# Aim of the task
Report back every line from the entries below in which the word "road" occurs.

# Information supplied
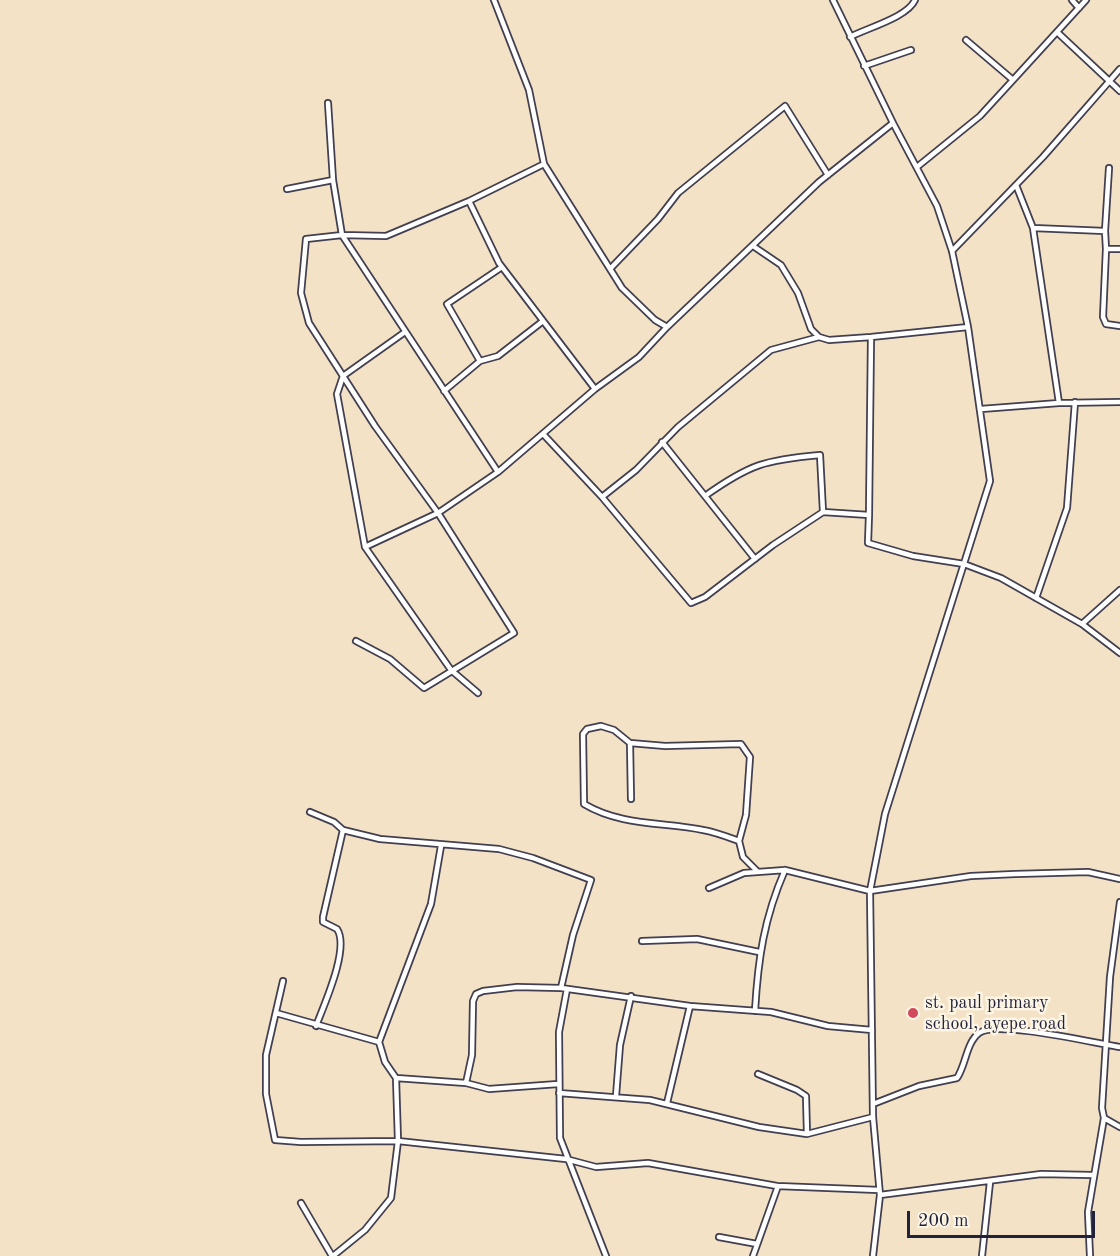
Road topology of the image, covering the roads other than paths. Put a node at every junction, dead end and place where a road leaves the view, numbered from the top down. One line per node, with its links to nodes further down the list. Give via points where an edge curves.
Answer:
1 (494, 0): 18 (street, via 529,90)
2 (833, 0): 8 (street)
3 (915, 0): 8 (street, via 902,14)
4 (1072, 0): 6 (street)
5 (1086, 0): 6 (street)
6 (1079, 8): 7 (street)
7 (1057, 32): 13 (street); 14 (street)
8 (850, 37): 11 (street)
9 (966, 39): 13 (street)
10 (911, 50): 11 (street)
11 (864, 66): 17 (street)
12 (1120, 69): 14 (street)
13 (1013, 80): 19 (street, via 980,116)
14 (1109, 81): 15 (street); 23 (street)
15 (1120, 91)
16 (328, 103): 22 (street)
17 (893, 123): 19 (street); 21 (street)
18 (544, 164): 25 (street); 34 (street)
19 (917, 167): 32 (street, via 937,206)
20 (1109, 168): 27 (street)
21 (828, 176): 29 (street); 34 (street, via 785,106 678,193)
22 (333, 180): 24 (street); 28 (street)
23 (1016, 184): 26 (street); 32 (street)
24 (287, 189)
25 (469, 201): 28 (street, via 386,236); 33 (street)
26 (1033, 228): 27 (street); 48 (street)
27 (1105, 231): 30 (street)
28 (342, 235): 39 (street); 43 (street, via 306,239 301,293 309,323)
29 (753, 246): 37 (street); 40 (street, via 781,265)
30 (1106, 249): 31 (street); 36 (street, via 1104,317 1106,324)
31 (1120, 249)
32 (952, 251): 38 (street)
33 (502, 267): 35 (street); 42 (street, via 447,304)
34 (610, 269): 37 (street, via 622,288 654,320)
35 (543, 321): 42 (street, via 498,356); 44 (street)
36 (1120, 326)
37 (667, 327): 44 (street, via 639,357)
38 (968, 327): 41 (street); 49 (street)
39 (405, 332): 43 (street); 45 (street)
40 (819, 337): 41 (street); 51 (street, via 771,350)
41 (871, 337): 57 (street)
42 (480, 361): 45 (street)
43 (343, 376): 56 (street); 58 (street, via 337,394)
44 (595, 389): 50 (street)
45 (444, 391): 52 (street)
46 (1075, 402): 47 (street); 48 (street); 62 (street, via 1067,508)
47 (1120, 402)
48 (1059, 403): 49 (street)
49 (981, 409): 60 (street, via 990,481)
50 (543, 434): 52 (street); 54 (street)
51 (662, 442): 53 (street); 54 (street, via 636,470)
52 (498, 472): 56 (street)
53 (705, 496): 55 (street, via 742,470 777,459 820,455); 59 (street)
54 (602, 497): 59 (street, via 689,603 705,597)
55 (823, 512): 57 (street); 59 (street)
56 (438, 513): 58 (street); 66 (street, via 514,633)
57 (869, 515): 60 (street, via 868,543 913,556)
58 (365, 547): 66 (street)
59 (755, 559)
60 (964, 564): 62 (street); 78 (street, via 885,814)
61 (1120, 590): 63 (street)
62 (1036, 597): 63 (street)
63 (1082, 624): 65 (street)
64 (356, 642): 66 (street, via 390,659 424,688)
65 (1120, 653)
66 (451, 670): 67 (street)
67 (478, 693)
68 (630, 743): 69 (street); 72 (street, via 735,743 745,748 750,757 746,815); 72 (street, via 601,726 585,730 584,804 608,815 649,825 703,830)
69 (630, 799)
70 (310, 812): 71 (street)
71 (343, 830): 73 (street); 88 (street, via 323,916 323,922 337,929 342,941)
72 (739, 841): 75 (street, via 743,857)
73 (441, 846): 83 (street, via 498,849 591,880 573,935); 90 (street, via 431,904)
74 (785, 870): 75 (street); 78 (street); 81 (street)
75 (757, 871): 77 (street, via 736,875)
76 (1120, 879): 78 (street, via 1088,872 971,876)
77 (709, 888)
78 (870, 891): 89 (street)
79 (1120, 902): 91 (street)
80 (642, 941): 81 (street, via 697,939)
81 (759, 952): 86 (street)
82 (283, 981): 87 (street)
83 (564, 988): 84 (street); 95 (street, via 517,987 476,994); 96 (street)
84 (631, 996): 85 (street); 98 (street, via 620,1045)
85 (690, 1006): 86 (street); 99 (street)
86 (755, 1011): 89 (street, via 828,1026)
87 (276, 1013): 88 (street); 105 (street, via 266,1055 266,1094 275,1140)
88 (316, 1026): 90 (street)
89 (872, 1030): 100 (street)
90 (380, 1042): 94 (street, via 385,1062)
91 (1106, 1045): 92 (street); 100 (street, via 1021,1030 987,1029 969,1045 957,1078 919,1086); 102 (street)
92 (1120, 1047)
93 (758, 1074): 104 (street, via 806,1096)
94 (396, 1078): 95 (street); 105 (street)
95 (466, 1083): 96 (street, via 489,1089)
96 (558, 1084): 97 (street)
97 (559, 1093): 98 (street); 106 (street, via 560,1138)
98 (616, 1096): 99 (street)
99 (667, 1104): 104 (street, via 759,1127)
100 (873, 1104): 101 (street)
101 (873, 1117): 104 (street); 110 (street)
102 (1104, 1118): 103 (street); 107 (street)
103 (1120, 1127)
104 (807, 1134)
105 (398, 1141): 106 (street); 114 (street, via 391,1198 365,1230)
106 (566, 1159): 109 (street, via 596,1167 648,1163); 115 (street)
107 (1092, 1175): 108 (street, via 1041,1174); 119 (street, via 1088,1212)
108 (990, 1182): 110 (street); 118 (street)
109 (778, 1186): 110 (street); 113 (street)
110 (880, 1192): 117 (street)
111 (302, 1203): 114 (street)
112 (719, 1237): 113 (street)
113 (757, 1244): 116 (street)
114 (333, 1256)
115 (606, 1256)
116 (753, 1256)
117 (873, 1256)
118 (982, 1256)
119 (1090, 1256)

---

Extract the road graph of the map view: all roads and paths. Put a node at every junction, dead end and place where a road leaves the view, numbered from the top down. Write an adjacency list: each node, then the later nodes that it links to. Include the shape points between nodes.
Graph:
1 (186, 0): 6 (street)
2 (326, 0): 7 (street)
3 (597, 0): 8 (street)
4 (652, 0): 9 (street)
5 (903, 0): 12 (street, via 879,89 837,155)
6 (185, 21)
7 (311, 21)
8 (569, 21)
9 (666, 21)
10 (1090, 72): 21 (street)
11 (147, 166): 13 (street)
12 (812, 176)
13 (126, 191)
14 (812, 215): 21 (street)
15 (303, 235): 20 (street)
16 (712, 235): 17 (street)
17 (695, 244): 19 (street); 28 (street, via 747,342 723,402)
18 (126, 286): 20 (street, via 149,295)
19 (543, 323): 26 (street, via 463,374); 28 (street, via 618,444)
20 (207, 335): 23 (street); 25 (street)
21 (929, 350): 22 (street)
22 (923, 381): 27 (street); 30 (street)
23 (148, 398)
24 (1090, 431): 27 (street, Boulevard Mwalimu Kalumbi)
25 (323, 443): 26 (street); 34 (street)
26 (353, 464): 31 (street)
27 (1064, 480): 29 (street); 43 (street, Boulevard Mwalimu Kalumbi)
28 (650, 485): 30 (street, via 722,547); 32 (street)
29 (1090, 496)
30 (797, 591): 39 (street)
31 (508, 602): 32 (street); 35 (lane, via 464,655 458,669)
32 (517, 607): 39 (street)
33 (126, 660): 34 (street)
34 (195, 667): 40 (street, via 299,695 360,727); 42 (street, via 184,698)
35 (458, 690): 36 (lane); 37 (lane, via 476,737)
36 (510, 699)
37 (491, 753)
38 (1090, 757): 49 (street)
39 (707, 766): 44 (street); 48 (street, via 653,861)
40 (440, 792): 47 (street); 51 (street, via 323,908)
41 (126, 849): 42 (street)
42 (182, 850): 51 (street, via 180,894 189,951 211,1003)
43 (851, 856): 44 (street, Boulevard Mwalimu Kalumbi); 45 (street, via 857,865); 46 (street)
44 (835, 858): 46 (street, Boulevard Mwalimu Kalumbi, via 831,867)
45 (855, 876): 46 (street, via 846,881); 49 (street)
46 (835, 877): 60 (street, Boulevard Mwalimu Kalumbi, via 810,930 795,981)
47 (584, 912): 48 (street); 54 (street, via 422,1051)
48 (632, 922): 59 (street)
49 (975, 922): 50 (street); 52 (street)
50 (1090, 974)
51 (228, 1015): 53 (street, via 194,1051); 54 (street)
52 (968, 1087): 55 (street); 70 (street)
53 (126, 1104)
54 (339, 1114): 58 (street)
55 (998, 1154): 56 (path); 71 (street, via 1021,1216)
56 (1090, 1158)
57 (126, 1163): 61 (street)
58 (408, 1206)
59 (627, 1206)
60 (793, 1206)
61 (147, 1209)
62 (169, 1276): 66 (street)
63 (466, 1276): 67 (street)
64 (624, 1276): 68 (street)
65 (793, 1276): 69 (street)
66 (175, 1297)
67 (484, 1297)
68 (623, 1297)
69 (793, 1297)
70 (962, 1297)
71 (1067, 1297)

# Task output
Road topology of the image, covering the roads other than paths. Put a node at every junction, dead end and place where a road leaves the view, numbered from the top down. One line per node, with its links to nodes further down the list. Give via points where an edge curves.
Extract the road graph of the map view: all roads and paths. Put a node at every junction, dead end and place where a road leaves the view, numbered from the top down. Write an adjacency list: each node, then the later nodes that it links to. Include the shape points between nodes.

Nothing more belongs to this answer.